“Dan Allah menyelamatkan orang-orang yang bertakwa karena kemenangan mereka, mereka tiada disentuh oleh azab (neraka dan tidak pula) mereka berduka cita.” (QS. Az-Zumar, 39: 61)
Sentimentalitas adalah salah satu cacat karakter yang paling umum pada orang-orang yang mengadopsi cara hidup dan moralitas bertentangan dengan agama. Namun sentimentalitas bukan karakter bawaan lahir seseorang yang tidak bisa diubah, sebagaimana anggapan umumnya.
Kondisi spiritual adalah salah satu kondisi yang diambil seseorang baik secara sadar maupun tidak sadar. Mereka yang mengklaim bahwa introversi, kesedihan, melankoli, dan sifat mudah marah, tidak bisa dikendalikan dengan keinginan, akan mendapati, setelah renungan jujur, bahwa pendapat mereka itu tidak mungkin dipertahankan. Sebagai contoh, jika seorang melankoli ditawari uang banyak, atau sesuatu yang bernilai, dia mungkin segera merasa sangat gembira, ini menjadi bukti nyata bahwa jika mau, dia dapat dengan sangat mudah meninggalkan sikap putus asanya. Maka jelaslah bahwa sikap sentimental seseorang hanya menunjukkan kurangnya pertimbangan bagi orang-orang di sekitarnya, dan contoh khas seseorang yang menyakiti diri sendiri, seperti yang dikatakan Al Quran:
“Sesungguhnya Allah tidak berbuat zalim kepada manusia sedikitpun, akan tetapi manusia itulah yang berbuat zalim kepada diri mereka sendiri.” (QS. Yunus, 10: 44)
Namun, orang-orang sentimental tidak bisa memahami realitas, karena mereka terus-menerus berada dalam keadaan pikiran melankolik dan tidak berdaya. Apa pun yang terjadi, mereka akan selalu menemukan alasan untuk merasa sedih dan cemas. Sebenarnya, orang-orang ini menyakiti diri sendiri. Kenyataan ini diungkap dalam Al Quran sebagai berikut:
“Dan apabila Kami rasakan sesuatu rahmat kepada manusia, niscaya mereka gembira dengan rahmat itu. Dan apabila mereka ditimpa sesuatu musibah (bahaya) disebabkan kesalahan yang telah dikerjakan oleh tangan mereka sendiri, tiba-tiba mereka itu berputus asa.” (QS. Ar-Ruum, 30: 36)

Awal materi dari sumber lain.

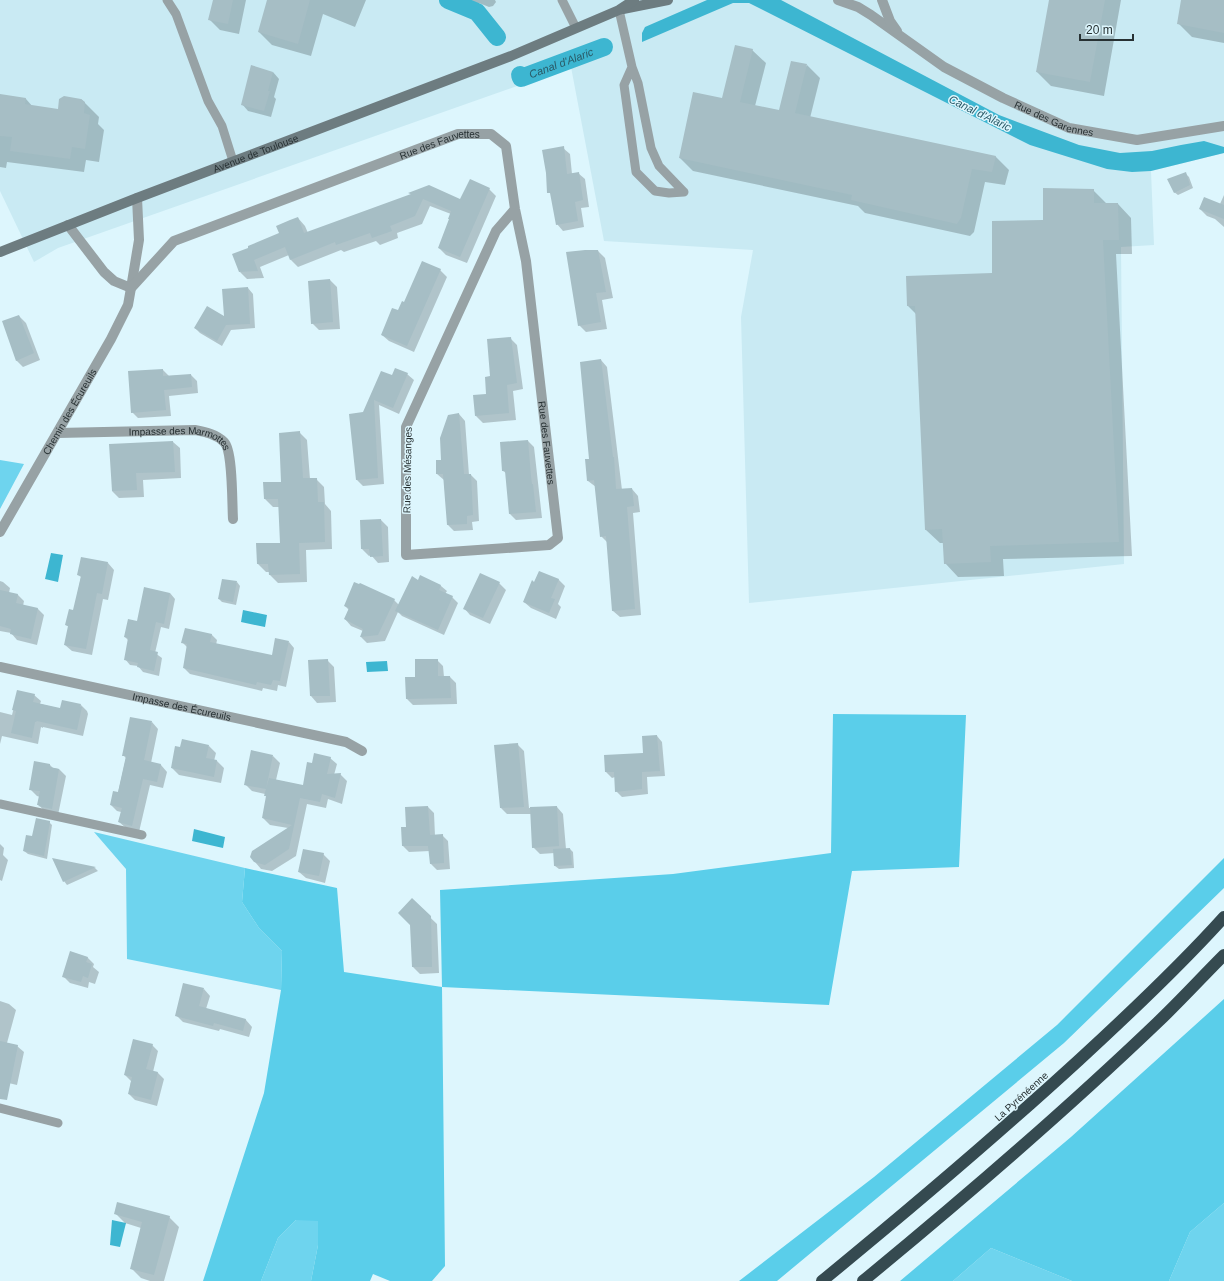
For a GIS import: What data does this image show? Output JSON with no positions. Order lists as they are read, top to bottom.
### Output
{
  "streets": {
    "highway": ["La Pyrénéenne"],
    "main road": ["Avenue de Toulouse"],
    "street": [
      "Rue des Garennes",
      "Rue des Fauvettes",
      "Chemin des Écureuils",
      "Impasse des Marmottes",
      "Rue des Mésanges",
      "Impasse des Écureuils"
    ]
  },
  "crossings": [
    ["Rue des Fauvettes", "Chemin des Écureuils"],
    ["Rue des Fauvettes", "Rue des Mésanges"],
    ["Avenue de Toulouse", "Chemin des Écureuils"],
    ["Chemin des Écureuils", "Impasse des Marmottes"]
  ],
  "water": ["Canal d'Alaric"],
  "scale_bar": "20 m"
}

Bagi orang seperti ini agar dapat melepaskan diri dari pikiran romantik, dan disembuhkan dari penyakit ini, dia harus waspada, dengan kesadaran penuh, terhadap janji-janji palsu setan dan tipu dayanya. Dan hanya keimanan seseorang yang memungkinkan hal ini.

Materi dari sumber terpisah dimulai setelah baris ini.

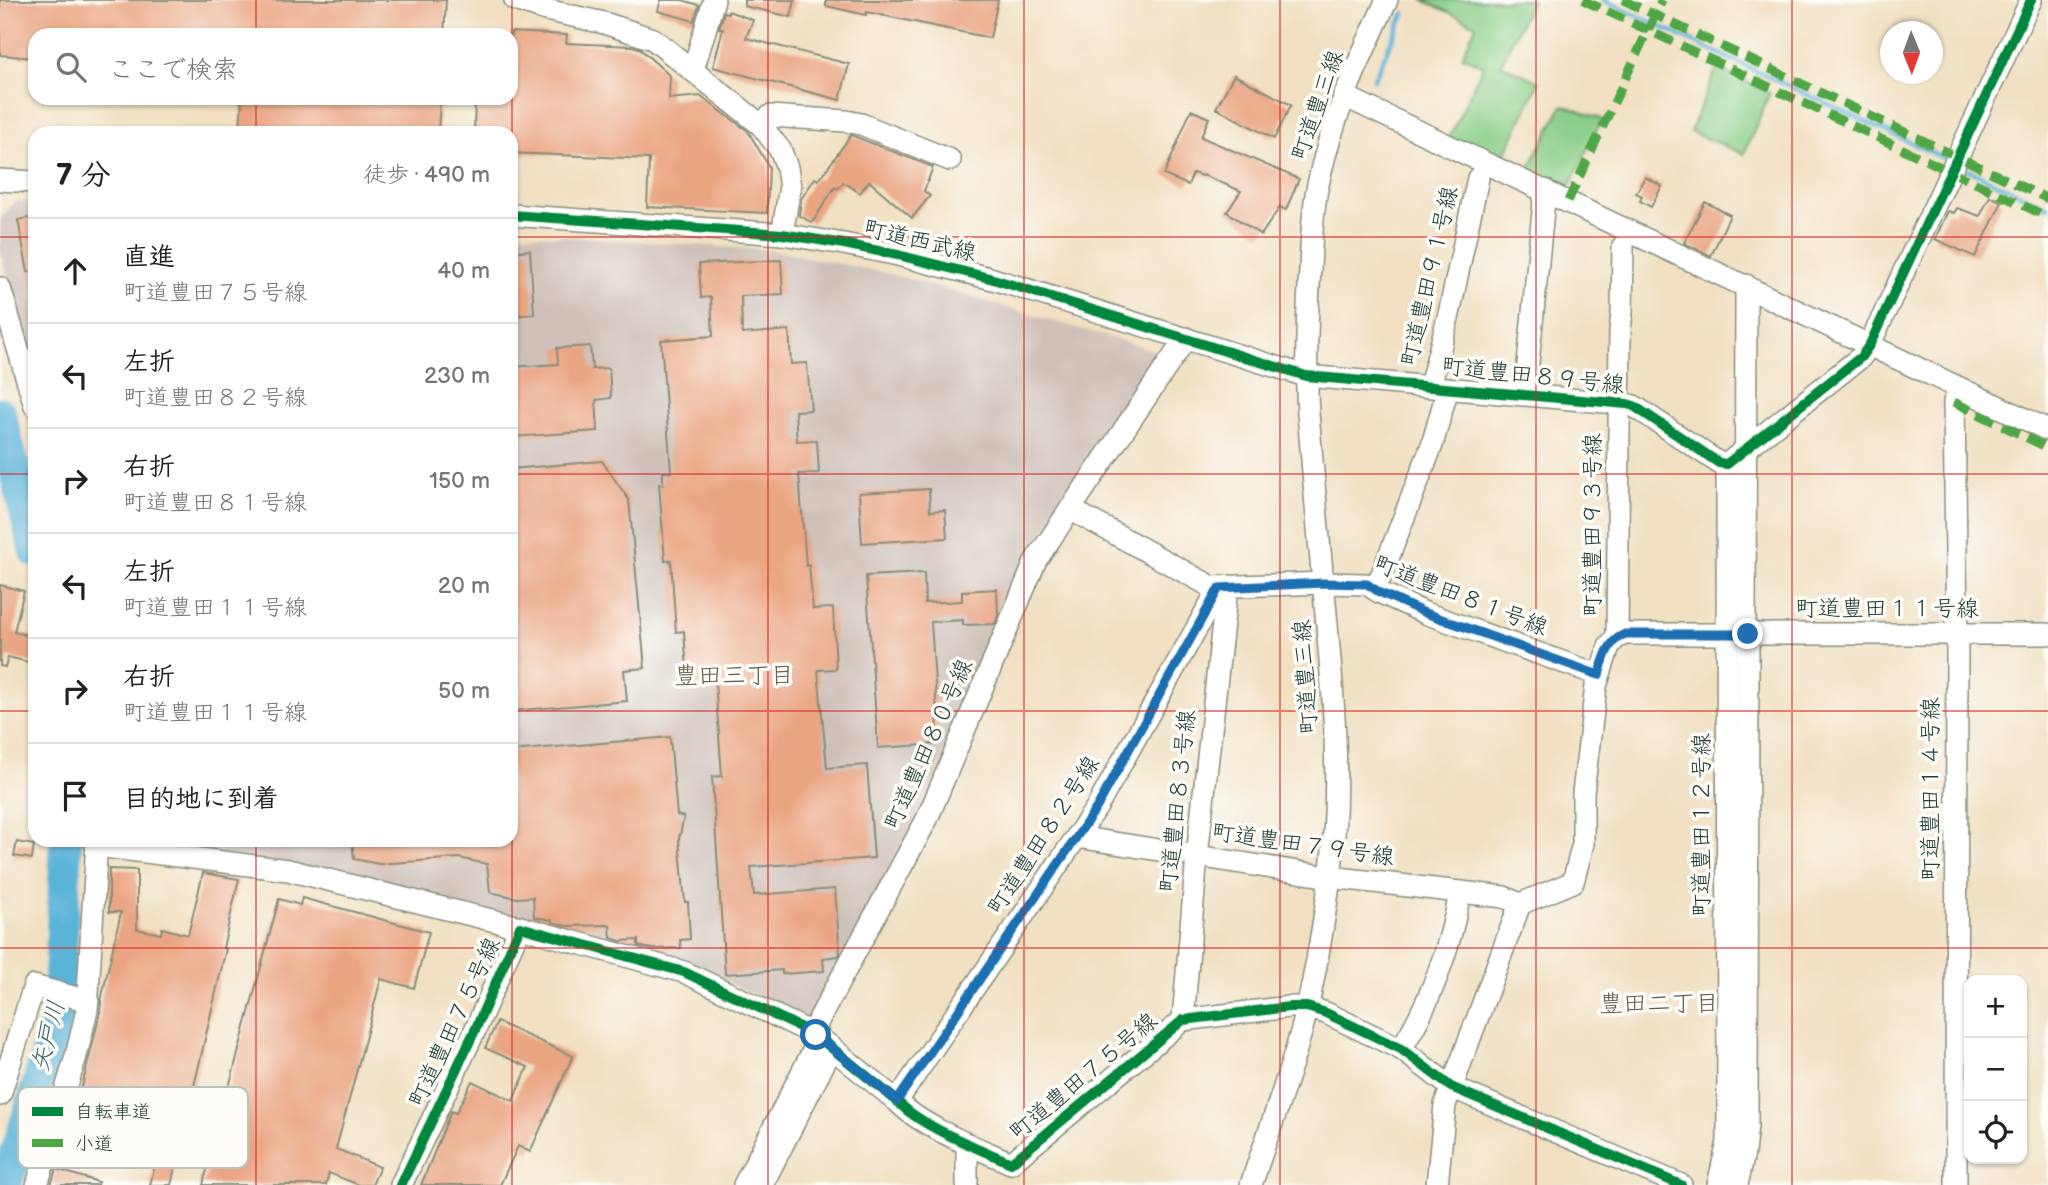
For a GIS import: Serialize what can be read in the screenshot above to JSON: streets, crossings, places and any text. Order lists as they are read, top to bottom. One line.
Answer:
{"streets":{"street":["町道豊三線","町道西武線","町道豊田９１号線","町道豊田８９号線","町道豊田９３号線","町道豊田８１号線","町道豊田１１号線","町道豊田８０号線","町道豊田１４号線","町道豊田８３号線","町道豊田１２号線","町道豊田８２号線","町道豊田７９号線","町道豊田７５号線"]},"crossings":[["町道豊三線","町道西武線"],["町道豊三線","町道豊田８９号線"],["町道豊三線","町道豊田８１号線"],["町道豊三線","町道豊田７９号線"],["町道豊三線","町道豊田７５号線"],["町道西武線","町道豊田８９号線"],["町道西武線","町道豊田８０号線"],["町道豊田９１号線","町道豊田８９号線"],["町道豊田９１号線","町道豊田８１号線"],["町道豊田８９号線","町道豊田９３号線"],["町道豊田８９号線","町道豊田１２号線"],["町道豊田９３号線","町道豊田１１号線"],["町道豊田８１号線","町道豊田８０号線"],["町道豊田８１号線","町道豊田８３号線"],["町道豊田８１号線","町道豊田８２号線"],["町道豊田１１号線","町道豊田１４号線"],["町道豊田１１号線","町道豊田１２号線"],["町道豊田８０号線","町道豊田７５号線"],["町道豊田８３号線","町道豊田８２号線"],["町道豊田８３号線","町道豊田７９号線"],["町道豊田８３号線","町道豊田７５号線"],["町道豊田８２号線","町道豊田７９号線"],["町道豊田８２号線","町道豊田７５号線"]],"districts":["豊田三丁目","豊田二丁目"],"water":["矢戸川"],"legend":["自転車道","小道"],"north":"bottom","page":{"search":"ここで検索","heading":["7 分","徒歩 · 490 m"],"list":[["直進","町道豊田７５号線","40 m"],["左折","町道豊田８２号線","230 m"],["右折","町道豊田８１号線","150 m"],["左折","町道豊田１１号線","20 m"],["右折","町道豊田１１号線","50 m"],"目的地に到着"],"map_buttons":["+","−"]}}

Seorang beriman sejati akan mendapati bahwa kelemahan romantisisme tidak pantas bagi dirinya. Dia akan berperilaku rasional, membuat solusi atas masalahnya, dan menjadikan dirinya teladan bagi orang-orang di sekitarnya. Lagipula, karena perilaku moral dan pembicaraannya yang baik, secara alami dia merasa puas. Kecerahan dan cahaya yang memancar dari perilakunya yang baik akan membuat orang-orang merasa gembira dan bahagia, dalam keadaan paling sulit sekalipun. Perilaku demikian akan meneratas jalan menuju kehidupan yang indah, damai dan mulia di dunia ini, serta kehidupan yang penuh kebahagiaan dan kedamaian di akhirat kelak. Oleh karena itu, bagi orang beriman, yang mempunyai perilaku dan keadaan pikiran diridhai Allah, tidak ada alasan untuk bersedih dan cemas; tidak ada apa pun yang bisa menuntunnya ke dalam pesimisme. Allah mengung-kapkannya seperti ini:
“Dan Allah menyelamatkan orang-orang yang bertakwa karena kemenangan mereka, mereka tiada disentuh oleh azab (neraka dan tidak pula) mereka berduka cita.” (QS. Az-Zumar, 39: 61)
Lagipula, bagi orang beriman, kegembiraan, kebahagiaan, kedamaian, keamanan hanyalah refleksi dunia atas kondisi kehidupan di surga. Kesenangan-kesenangan ini dimulai di dunia ini; dan ketika mereka yang berharap kepada Allah akhirnya mendapatkan surga, mereka akan mendapati bahwa kesenangan-kesenangan itu akan tetap abadi. Al Quran menggambarkan kedamaian yang dinikmati oleh orang-orang beriman di kehidupan akhirat:
“Maka Tuhan memelihara mereka dari kesusahan hari itu, dan memberikan kepada mereka kejernihan (wajah) dan kegembiraan hati.” (QS. Al Insaan, 76: 11)
Dalam ayat lain, Allah mengemukakan perbedaan antara orang beriman dan orang tidak beriman pada hari kiamat:
“Banyak muka pada hari itu berseri-seri, tertawa dan gembira ria, dan banyak pula muka pada hari itu tertutup debu, dan ditutup lagi oleh kegelapan. Mereka itulah orang-orang kafir lagi durhaka.” (QS. ‘Abasa, 80: 38-42)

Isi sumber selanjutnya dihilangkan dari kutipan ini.